__WORK TO COMPLETE__: Write each entry down again precisely, skipping nothing.

Collected data entries:
----------

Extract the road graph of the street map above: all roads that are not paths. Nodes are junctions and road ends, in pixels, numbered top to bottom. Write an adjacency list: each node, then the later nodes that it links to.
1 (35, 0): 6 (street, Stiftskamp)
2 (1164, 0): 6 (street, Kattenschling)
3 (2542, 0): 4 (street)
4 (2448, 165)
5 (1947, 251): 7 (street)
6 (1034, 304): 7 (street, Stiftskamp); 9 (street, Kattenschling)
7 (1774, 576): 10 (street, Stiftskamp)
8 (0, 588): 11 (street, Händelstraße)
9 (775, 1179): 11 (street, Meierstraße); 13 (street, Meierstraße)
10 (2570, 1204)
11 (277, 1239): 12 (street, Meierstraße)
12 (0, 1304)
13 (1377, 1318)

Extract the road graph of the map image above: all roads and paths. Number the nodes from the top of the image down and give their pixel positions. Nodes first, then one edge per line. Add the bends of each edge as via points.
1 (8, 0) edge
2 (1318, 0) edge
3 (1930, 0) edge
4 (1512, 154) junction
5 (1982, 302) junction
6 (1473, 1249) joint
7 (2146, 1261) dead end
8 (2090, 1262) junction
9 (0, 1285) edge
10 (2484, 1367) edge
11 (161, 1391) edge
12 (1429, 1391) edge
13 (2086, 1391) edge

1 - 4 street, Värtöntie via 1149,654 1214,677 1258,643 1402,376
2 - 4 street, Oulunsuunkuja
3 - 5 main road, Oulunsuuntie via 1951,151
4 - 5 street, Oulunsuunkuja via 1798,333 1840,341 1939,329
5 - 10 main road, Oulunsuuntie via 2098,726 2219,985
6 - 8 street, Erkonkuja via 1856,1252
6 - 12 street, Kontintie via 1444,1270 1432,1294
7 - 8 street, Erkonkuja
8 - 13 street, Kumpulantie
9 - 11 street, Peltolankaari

----------

__EXERCISE ANSWER__:
Extract the road graph of the street map above: all roads that are not paths. Nodes are junctions and road ends, in pixels, numbered top to bottom. Write an adjacency list: each node, then the later nodes that it links to.
1 (35, 0): 6 (street, Stiftskamp)
2 (1164, 0): 6 (street, Kattenschling)
3 (2542, 0): 4 (street)
4 (2448, 165)
5 (1947, 251): 7 (street)
6 (1034, 304): 7 (street, Stiftskamp); 9 (street, Kattenschling)
7 (1774, 576): 10 (street, Stiftskamp)
8 (0, 588): 11 (street, Händelstraße)
9 (775, 1179): 11 (street, Meierstraße); 13 (street, Meierstraße)
10 (2570, 1204)
11 (277, 1239): 12 (street, Meierstraße)
12 (0, 1304)
13 (1377, 1318)

Extract the road graph of the map image above: all roads and paths. Number the nodes from the top of the image down and give their pixel positions. Nodes first, then one edge per line. Add the bends of each edge as via points.
1 (8, 0) edge
2 (1318, 0) edge
3 (1930, 0) edge
4 (1512, 154) junction
5 (1982, 302) junction
6 (1473, 1249) joint
7 (2146, 1261) dead end
8 (2090, 1262) junction
9 (0, 1285) edge
10 (2484, 1367) edge
11 (161, 1391) edge
12 (1429, 1391) edge
13 (2086, 1391) edge

1 - 4 street, Värtöntie via 1149,654 1214,677 1258,643 1402,376
2 - 4 street, Oulunsuunkuja
3 - 5 main road, Oulunsuuntie via 1951,151
4 - 5 street, Oulunsuunkuja via 1798,333 1840,341 1939,329
5 - 10 main road, Oulunsuuntie via 2098,726 2219,985
6 - 8 street, Erkonkuja via 1856,1252
6 - 12 street, Kontintie via 1444,1270 1432,1294
7 - 8 street, Erkonkuja
8 - 13 street, Kumpulantie
9 - 11 street, Peltolankaari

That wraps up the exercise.